Toshio Ohi

Ohi-san is the 11th generation of Ceramic masters to take the name Chozaemon; a name that has been passed down through his family for over 350 years.

One of the specialties of Ohi-san’s studio is creating tea bowls and other utensils to use within traditional Japanese tea ceremony. In fact, his first ancestor to use the name Ohi Chozaemon came to Kanazawa from Kyoto in 1666 with Senso Soshitsu who was head of the Uransenke, one of the three original lines of Tea Masters descended from Sen-no-Rikyu, creator of the modern tea ceremony. They were invited by the Maeda family, the feudal lord of Kaga.
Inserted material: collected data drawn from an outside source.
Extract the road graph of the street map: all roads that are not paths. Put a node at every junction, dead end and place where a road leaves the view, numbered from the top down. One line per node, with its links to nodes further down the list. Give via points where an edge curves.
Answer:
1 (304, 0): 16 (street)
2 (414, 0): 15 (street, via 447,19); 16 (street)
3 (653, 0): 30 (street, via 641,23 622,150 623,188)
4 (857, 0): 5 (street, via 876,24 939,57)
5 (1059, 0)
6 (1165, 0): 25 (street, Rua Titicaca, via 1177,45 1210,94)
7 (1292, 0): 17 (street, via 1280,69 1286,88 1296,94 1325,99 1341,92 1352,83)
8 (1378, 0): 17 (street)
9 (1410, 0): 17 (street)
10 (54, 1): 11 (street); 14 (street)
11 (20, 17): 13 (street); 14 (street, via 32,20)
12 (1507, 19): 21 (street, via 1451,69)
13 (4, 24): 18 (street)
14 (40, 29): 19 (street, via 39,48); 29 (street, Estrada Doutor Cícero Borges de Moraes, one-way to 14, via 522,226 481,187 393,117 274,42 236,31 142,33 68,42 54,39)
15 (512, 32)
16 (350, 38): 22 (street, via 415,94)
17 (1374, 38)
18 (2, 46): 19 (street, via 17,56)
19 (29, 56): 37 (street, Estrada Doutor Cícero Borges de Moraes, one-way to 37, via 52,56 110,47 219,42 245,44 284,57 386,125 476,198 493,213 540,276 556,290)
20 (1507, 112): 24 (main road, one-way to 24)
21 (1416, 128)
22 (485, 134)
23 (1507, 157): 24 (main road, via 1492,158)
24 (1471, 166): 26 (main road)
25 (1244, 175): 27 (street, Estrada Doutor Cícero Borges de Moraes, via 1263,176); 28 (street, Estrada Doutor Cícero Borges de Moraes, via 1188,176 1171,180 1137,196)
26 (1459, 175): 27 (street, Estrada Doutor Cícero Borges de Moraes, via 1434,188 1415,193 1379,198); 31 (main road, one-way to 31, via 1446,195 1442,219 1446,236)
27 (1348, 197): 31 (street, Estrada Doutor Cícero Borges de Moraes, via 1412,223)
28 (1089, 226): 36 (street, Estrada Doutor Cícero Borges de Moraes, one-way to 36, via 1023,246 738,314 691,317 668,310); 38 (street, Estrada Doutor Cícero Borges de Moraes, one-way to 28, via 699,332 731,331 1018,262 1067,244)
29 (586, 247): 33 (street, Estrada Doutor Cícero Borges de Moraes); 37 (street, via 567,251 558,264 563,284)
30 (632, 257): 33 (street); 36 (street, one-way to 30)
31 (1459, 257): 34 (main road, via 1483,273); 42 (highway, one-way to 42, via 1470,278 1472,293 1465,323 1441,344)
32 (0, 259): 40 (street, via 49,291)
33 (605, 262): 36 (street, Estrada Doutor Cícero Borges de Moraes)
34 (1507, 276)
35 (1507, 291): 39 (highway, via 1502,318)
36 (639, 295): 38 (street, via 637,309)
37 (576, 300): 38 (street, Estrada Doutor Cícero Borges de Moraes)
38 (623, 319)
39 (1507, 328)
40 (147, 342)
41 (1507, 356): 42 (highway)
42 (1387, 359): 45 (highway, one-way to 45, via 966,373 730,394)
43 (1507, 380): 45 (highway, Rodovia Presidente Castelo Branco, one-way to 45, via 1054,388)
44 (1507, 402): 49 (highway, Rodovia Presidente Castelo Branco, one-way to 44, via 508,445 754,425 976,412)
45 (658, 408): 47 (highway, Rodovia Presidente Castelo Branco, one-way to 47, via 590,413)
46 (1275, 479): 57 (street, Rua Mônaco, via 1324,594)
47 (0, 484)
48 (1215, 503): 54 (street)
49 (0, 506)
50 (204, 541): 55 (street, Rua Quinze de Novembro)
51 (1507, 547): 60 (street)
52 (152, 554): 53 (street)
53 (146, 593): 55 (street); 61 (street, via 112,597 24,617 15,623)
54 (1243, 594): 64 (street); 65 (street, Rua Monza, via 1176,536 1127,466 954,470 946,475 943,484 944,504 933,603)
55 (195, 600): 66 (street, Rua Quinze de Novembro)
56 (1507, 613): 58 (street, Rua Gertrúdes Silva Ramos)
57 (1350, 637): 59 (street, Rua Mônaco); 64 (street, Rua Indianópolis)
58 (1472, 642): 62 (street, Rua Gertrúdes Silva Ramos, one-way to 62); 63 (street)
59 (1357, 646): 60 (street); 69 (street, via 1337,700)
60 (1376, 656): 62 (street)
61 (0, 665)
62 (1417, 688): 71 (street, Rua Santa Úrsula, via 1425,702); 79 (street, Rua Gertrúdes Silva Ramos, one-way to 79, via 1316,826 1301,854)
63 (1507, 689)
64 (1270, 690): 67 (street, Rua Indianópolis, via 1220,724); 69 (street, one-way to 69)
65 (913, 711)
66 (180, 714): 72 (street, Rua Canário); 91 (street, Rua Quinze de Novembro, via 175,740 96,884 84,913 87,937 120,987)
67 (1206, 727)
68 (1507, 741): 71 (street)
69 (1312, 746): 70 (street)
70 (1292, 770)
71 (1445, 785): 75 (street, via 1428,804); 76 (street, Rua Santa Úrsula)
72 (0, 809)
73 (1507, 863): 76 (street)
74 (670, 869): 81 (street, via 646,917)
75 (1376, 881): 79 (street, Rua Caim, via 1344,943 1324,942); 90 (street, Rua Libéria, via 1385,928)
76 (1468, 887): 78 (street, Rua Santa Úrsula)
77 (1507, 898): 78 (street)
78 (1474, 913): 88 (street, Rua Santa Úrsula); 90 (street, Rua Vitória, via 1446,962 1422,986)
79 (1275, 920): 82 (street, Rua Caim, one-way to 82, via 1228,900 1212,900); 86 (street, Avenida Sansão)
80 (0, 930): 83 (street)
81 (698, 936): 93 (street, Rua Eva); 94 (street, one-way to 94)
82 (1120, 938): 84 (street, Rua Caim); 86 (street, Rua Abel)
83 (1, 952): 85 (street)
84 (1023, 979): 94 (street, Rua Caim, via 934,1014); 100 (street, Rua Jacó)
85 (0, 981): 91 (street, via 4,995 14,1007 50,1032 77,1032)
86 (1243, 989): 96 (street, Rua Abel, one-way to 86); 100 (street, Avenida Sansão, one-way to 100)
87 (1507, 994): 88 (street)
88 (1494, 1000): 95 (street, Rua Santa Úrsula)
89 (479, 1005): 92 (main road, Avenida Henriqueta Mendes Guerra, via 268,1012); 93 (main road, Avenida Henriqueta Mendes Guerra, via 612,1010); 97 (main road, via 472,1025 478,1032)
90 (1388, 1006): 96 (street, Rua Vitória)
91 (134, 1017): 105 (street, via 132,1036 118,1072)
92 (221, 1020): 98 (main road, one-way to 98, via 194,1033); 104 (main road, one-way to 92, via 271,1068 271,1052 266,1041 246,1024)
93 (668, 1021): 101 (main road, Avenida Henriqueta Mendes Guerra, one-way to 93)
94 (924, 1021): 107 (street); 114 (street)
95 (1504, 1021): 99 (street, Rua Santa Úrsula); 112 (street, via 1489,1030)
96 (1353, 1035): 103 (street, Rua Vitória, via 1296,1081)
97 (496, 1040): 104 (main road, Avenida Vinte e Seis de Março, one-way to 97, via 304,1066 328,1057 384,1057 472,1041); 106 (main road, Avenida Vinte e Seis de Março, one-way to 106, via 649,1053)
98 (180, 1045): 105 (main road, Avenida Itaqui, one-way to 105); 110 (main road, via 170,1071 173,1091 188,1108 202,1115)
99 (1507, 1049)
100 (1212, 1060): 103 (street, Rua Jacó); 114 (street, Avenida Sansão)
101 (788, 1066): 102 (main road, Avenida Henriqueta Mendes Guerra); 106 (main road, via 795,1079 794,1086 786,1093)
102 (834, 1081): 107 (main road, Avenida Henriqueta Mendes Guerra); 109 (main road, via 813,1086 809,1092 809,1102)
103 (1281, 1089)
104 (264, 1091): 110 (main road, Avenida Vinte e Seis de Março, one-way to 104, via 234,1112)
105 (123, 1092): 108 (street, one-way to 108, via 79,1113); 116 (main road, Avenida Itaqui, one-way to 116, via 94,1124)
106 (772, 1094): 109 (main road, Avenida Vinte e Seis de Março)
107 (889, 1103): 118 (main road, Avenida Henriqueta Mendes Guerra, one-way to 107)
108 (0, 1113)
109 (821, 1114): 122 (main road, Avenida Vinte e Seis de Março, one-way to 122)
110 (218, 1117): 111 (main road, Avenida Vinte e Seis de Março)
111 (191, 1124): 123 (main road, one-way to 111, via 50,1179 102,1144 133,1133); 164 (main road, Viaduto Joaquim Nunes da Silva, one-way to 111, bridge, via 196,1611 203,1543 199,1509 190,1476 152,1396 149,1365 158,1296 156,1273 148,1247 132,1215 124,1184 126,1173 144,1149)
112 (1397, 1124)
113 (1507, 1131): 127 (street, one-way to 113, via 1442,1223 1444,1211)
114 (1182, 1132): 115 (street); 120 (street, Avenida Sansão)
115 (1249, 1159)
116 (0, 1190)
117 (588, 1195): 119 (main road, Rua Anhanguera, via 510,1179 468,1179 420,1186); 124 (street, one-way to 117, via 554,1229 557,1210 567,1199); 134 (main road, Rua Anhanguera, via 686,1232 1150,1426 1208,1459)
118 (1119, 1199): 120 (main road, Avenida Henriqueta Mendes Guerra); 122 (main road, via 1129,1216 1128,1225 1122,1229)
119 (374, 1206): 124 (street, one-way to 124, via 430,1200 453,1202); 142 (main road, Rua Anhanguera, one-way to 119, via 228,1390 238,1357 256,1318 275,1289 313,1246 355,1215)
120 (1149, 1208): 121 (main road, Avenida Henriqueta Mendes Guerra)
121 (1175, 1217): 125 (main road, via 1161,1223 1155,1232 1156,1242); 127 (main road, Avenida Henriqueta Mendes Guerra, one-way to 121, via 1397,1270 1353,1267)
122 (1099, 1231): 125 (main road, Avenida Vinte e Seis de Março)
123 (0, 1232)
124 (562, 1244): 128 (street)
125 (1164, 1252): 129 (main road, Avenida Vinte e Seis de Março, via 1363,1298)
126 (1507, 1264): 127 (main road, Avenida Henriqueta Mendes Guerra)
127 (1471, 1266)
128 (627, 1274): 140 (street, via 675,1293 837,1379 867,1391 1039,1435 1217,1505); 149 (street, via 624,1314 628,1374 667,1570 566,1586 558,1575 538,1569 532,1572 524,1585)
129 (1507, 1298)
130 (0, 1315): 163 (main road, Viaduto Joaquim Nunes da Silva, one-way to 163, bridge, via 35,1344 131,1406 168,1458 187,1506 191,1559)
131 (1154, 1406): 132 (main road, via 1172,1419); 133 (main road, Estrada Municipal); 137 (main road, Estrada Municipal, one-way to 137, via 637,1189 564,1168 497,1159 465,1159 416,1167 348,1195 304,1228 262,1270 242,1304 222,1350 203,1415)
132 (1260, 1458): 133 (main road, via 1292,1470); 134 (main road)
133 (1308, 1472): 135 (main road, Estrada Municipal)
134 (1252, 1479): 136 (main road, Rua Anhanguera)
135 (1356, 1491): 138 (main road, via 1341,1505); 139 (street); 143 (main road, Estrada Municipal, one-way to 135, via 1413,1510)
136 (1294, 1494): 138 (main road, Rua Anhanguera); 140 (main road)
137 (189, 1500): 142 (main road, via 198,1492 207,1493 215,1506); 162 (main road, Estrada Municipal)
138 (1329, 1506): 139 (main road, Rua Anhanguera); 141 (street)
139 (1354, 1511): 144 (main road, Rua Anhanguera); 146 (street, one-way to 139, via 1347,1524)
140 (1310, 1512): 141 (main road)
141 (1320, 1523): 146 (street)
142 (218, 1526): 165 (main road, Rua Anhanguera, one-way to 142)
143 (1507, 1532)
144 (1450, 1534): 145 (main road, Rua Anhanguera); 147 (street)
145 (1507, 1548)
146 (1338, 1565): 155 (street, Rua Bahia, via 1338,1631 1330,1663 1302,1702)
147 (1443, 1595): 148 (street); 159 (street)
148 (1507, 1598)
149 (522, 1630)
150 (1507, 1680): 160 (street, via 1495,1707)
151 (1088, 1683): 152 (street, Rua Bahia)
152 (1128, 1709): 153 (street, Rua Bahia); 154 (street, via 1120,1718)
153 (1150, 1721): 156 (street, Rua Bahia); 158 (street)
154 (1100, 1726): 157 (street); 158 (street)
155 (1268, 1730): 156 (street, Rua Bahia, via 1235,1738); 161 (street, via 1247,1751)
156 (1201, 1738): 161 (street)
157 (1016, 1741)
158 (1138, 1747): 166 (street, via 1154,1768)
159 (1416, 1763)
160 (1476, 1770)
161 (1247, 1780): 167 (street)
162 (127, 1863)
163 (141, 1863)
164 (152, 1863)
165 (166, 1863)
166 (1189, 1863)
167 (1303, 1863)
For almost 200 years, works made by the family were exclusively for the use of the Maeda clan, the family which ruled over Kanazawa. It wasn’t until the middle of the 19th century that they finally started selling their wares to the public at large.

The traditional style of the Ohi Chozaemon family is to make their ceramics without the use of a potter’s wheel. Instead Ohi-san will shape each bowl from hand, using soft local clay. Then, with tools that have been handed down through his family for generations, he will cut and scrape the clay before firing it at a low heat.

Ohi-ware and tea bowls in particular, are known for their irregular shape and clever glazing techniques which allow for an impressive range of patterns, from the subtle to the very distinctive.

Ohi-san draws on the knowledge and inspiration of 11 generations of artist and his exquisite work is internationally renowned but he is still based in Kanazawa, working out of the Ohi Museum and Gallery which is actually housed within his original family home. The museum contains artefacts dating back 350 years to the very first Ohi Chozaemon.